Winnipeg Jets defenseman Jacob Trouba against the Washington Capitals on...

Winnipeg Jets defenseman Jacob Trouba against the Washington Capitals on March 10, 2019. Credit: AP/Nick Wass

The Rangers’ summer of blockbuster moves produced its latest big highlight Friday when the club announced it had reached agreement with restricted free agent defenseman Jacob Trouba on a contract, avoiding salary arbitration with their presumed No. 1 defenseman by locking him up with a reported seven-year, $56 million deal.

The contract, which carries an average annual value of $8 million, pushes the Rangers over the $81.5 million salary cap for now (by $900,000, according to Cap Friendly), with the club having four other restricted free agents – Pavel Buchnevich, Tony DeAngelo, Brendan Lemieux and Vinni Lettieri – still to sign. Buchnevich, like Trouba, had filed for salary arbitration.

The Rangers acquired Trouba June 17 from Winnipeg, returning the Jets' first-round pick, No. 20 overall, which had been acquired as part of the Kevin Hayes trade in February. The Rangers also sent the Jets defenseman Neal Pionk, himself a restricted free agent, to complete the deal. (The Jets took defenseman Villie Heinola of Finland with the pick they got back from the Rangers.)

Trouba, 25, a Rochester, Michigan, native and the ninth overall pick by Winnipeg in the 2012 draft, played in all 82 games last season for the Jets and had eight goals and 42 assists, for 50 points. At the time they acquired him, the Rangers had not yet landed the prize of the free-agent market, forward Artemi Panarin. When they won the battle to get Panarin, with a seven-year, $81.5 million contract ($11.64 AAV) on July 1, that created a situation they now find themselves in, where they are over the salary cap and need to find some way to shed salary and create cap space to sign their remaining RFAs. They can be up to 10 percent over the cap up until opening night, Oct. 3.

General manager Jeff Gorton will try to trade players to offload salary, of course – one of those, potentially, being Chris Kreider ($4.625 million cap hit). But another way to create cap room would be to buy out the contract of one or more players, as the decision by Trouba and Buchnevich to file for arbitration allows the Rangers to open a second summer buyout window. The window will open two days after their final arbitration case is decided or settled (Buchnevich’s hearing is scheduled for July 29), and will remain open for 48 hours.

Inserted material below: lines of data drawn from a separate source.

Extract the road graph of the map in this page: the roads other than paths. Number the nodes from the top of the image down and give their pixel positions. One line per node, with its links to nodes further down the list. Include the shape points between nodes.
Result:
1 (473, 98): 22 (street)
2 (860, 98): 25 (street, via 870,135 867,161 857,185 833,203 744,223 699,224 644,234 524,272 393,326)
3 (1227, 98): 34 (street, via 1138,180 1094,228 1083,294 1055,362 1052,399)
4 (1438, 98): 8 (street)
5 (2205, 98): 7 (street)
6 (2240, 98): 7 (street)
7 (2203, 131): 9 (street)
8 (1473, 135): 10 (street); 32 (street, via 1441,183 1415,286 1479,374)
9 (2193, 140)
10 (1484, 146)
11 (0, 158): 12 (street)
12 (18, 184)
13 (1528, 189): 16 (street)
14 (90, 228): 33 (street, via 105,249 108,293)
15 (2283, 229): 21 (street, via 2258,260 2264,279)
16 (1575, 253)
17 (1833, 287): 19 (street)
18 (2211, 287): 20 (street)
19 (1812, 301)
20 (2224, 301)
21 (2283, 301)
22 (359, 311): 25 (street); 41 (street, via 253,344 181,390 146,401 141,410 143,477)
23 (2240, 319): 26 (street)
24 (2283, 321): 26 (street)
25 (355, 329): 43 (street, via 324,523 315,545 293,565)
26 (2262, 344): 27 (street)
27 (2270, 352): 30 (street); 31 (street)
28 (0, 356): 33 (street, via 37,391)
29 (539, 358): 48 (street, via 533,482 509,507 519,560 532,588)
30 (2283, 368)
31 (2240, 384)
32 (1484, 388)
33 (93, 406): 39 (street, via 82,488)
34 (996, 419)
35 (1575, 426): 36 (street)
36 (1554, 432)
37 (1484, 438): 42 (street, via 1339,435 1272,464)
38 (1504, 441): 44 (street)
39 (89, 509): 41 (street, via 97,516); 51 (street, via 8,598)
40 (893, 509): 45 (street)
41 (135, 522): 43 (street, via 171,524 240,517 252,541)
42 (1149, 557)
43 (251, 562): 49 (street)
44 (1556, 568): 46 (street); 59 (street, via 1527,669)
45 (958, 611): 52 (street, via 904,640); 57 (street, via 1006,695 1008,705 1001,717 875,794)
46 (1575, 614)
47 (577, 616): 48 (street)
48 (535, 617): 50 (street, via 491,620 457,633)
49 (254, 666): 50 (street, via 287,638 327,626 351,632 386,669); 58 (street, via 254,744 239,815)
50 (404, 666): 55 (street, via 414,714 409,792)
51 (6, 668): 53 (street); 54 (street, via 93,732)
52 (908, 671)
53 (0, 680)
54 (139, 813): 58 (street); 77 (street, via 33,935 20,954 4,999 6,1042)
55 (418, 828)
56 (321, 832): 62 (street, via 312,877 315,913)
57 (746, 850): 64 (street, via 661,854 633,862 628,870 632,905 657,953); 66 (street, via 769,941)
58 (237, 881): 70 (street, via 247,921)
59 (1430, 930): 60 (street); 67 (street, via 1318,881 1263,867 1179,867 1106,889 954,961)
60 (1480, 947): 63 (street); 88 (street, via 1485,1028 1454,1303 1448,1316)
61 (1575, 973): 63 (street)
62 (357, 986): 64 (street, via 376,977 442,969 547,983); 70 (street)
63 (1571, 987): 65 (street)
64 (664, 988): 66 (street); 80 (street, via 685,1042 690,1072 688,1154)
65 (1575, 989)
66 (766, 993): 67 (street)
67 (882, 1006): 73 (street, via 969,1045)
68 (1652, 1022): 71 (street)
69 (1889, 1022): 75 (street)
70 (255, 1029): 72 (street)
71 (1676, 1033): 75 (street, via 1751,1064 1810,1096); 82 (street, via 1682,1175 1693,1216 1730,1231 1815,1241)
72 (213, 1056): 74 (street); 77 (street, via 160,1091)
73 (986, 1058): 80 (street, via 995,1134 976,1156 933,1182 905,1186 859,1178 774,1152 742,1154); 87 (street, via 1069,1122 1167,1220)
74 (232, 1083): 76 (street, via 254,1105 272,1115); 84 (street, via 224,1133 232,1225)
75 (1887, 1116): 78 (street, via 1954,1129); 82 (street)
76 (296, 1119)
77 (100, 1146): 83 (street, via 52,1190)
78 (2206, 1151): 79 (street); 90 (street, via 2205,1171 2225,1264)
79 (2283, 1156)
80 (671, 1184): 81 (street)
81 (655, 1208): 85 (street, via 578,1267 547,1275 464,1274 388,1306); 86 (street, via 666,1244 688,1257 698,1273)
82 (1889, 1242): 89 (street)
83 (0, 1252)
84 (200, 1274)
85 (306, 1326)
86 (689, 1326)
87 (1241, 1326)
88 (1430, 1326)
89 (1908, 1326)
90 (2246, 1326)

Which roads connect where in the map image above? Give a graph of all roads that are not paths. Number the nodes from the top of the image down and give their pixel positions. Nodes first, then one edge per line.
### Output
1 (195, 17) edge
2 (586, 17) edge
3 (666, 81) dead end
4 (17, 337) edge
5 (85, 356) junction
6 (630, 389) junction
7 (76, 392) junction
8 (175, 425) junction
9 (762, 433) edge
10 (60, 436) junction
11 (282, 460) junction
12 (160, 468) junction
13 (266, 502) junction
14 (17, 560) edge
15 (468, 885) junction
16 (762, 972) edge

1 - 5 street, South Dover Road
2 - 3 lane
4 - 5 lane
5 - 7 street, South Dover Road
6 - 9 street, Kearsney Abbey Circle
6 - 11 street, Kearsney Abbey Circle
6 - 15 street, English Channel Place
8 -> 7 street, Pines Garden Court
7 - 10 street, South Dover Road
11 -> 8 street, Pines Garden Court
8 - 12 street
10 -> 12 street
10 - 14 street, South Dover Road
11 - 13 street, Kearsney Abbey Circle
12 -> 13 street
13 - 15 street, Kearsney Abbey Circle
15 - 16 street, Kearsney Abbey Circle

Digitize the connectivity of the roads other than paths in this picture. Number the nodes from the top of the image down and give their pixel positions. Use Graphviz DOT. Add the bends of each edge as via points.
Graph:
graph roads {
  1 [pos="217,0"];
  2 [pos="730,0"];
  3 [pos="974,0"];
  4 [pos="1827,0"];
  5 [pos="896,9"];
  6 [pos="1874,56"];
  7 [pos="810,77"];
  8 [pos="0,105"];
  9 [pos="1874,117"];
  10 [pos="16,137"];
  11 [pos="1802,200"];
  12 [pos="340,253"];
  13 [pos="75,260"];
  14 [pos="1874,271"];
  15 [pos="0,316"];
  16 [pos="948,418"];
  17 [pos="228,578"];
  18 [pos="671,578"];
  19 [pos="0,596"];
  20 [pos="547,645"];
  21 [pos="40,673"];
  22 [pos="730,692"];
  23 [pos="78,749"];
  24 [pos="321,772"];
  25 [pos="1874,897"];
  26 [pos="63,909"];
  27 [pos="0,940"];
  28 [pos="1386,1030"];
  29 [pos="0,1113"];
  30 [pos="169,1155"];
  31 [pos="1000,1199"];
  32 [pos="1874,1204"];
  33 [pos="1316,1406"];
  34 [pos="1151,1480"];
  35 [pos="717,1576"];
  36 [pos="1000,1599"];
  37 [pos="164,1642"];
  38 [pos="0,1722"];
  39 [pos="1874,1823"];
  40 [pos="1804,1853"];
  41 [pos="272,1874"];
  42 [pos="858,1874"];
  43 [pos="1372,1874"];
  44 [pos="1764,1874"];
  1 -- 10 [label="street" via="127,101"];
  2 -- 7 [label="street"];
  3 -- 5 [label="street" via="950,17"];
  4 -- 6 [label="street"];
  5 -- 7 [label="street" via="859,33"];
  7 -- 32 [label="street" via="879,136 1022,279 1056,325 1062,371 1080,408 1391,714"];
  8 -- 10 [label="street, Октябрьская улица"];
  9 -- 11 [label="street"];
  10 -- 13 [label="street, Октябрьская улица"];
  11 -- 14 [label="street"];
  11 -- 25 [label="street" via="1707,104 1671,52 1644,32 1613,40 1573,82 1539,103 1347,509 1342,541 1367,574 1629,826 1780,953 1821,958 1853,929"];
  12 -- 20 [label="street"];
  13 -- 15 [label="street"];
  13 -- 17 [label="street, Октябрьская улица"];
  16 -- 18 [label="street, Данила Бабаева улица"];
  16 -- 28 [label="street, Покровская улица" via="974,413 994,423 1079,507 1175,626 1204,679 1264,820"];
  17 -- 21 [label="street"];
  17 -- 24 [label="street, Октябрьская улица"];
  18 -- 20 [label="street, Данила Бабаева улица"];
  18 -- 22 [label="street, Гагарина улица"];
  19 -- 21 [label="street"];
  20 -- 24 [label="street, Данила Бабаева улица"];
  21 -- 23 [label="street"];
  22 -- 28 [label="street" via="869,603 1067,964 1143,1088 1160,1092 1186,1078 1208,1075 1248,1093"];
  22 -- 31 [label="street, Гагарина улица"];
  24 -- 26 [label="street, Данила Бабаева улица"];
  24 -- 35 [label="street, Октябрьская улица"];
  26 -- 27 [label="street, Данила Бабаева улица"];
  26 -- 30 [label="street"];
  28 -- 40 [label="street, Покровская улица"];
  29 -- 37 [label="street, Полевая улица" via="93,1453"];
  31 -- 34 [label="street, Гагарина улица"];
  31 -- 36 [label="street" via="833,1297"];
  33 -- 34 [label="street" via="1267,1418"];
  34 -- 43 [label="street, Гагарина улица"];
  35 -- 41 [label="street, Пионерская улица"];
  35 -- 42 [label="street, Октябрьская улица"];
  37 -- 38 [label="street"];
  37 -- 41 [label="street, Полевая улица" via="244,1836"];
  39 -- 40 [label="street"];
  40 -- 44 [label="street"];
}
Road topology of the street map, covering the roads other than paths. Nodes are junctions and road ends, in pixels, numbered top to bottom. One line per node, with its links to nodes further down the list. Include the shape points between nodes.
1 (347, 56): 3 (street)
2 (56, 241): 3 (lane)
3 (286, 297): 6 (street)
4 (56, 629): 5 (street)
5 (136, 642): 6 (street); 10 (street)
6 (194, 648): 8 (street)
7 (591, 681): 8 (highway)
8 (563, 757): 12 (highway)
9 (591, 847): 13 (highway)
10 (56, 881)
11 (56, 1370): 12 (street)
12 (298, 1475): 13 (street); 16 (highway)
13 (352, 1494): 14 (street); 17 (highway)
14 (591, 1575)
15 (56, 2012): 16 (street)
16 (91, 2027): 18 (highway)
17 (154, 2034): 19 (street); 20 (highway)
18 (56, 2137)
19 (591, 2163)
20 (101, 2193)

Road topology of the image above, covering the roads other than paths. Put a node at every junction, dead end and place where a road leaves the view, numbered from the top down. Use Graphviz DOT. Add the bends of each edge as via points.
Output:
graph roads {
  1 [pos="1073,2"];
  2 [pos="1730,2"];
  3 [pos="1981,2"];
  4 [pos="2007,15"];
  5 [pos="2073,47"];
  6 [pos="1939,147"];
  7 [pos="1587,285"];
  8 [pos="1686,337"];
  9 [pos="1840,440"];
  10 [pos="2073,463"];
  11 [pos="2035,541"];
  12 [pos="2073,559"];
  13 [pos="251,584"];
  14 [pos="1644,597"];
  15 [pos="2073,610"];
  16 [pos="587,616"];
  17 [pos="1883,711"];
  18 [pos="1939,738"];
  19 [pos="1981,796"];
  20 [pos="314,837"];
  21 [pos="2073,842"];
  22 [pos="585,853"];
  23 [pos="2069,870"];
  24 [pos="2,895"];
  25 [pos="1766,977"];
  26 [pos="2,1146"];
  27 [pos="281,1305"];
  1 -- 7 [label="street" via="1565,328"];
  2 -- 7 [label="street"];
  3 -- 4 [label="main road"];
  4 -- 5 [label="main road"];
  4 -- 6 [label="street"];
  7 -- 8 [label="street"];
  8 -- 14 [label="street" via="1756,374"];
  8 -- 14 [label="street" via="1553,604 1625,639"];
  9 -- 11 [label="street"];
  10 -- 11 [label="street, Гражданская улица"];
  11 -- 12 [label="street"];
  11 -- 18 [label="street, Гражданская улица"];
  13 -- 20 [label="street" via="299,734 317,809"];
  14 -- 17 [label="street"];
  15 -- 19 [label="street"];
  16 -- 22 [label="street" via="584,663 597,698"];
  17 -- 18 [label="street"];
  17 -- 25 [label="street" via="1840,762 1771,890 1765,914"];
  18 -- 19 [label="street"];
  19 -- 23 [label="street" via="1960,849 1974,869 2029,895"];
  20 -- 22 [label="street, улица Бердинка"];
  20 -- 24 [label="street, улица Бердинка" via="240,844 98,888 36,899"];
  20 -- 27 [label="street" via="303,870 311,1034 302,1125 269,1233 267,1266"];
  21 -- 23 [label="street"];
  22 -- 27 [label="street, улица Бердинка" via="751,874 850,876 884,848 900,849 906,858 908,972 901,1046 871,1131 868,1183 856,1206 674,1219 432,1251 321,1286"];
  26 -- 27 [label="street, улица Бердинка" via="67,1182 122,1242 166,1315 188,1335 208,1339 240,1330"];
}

The most talked-about buyout candidates are defensemen Kevin Shattenkirk, who has two years remaining on his contract with an annual cap hit of $6.65 million; and Brendan Smith, who has two years remaining at an annual hit of $4.35 million. Buying out Shattenkirk would free up $5.16 million this season, but would cost the Rangers a cap hit of $6.08 million next season, and $1.433 million of dead money on the cap in each of the two seasons after that. Buying out Smith would free up $3.37 million this season, but come with a cap hit of $3.14 million next season and $1.14 million in each of the two years after that.